# Children of Bodom Tour, including Amon Amarth and Enisferum



## Wingchunwarrior (Nov 17, 2010)

Children Of Bodom Hate Crew Official Website - www.cobhc.com

Sounds pretty cool!  2011 is looking good for gigs in the UK


----------



## Revan132 (Nov 17, 2010)

CoB needs to write a new album; for the love of God.


----------



## Goatchrist (Nov 17, 2010)

Not a big fan of non of this bands, but in this combo it would be nice. Maybe going to the show in Z7 Pratteln(CH).


----------



## WickedSymphony (Nov 17, 2010)

Lucky, I'd rather see Bodom than the other bands Ensiferum are touring with out here in February. Oh well.


----------



## metalvince333 (Nov 17, 2010)

Revan132 said:


> CoB needs to write a new album; for the love of God.

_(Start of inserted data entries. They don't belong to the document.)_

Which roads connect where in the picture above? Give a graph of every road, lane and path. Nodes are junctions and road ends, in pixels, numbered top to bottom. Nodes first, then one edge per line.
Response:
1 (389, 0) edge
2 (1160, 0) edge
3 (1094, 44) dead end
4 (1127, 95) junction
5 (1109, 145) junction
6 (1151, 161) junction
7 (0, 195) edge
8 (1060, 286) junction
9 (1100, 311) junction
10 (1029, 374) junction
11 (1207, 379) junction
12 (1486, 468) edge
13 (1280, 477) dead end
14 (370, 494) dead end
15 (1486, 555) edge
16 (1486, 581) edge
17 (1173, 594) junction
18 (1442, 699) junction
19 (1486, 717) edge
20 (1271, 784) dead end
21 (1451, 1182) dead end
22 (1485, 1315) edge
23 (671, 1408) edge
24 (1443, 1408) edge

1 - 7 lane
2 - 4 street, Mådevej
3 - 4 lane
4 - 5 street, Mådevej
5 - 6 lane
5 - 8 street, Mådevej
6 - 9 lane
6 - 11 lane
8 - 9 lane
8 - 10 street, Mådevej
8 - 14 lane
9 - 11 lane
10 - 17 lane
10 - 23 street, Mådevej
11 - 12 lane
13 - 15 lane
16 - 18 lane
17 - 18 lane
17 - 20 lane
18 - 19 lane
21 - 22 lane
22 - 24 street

 actually theres a new album all recorded and ready to go, they just shot a video for a song!


----------



## Revan132 (Nov 17, 2010)

metalvince333 said:


> actually theres a new album all recorded and ready to go, they just shot a video for a song!



If that were coming out within the next week I think I might die of a heart attack, since AtB is due out Tuesday.


----------



## Andromalia (Nov 21, 2010)

Holy shit they come to Ireland with Amon Amarth...a tuesday that means I can go there. \o/


----------



## Van (Nov 22, 2010)

I saw them about a week ago with Black Label Society \m/
doesn't look like they'll be touring in the USA again for a while though..
Still looking forward to the new album though


----------



## mattofvengeance (Dec 1, 2010)

WickedSymphony said:


> Lucky, I'd rather see Bodom than the other bands Ensiferum are touring with out here in February. Oh well.



On the flip side of that, I'd much rather see Amon Amarth and Ensiferum than BLS and Clutch. Whoever put that tour together needs their head checked.


----------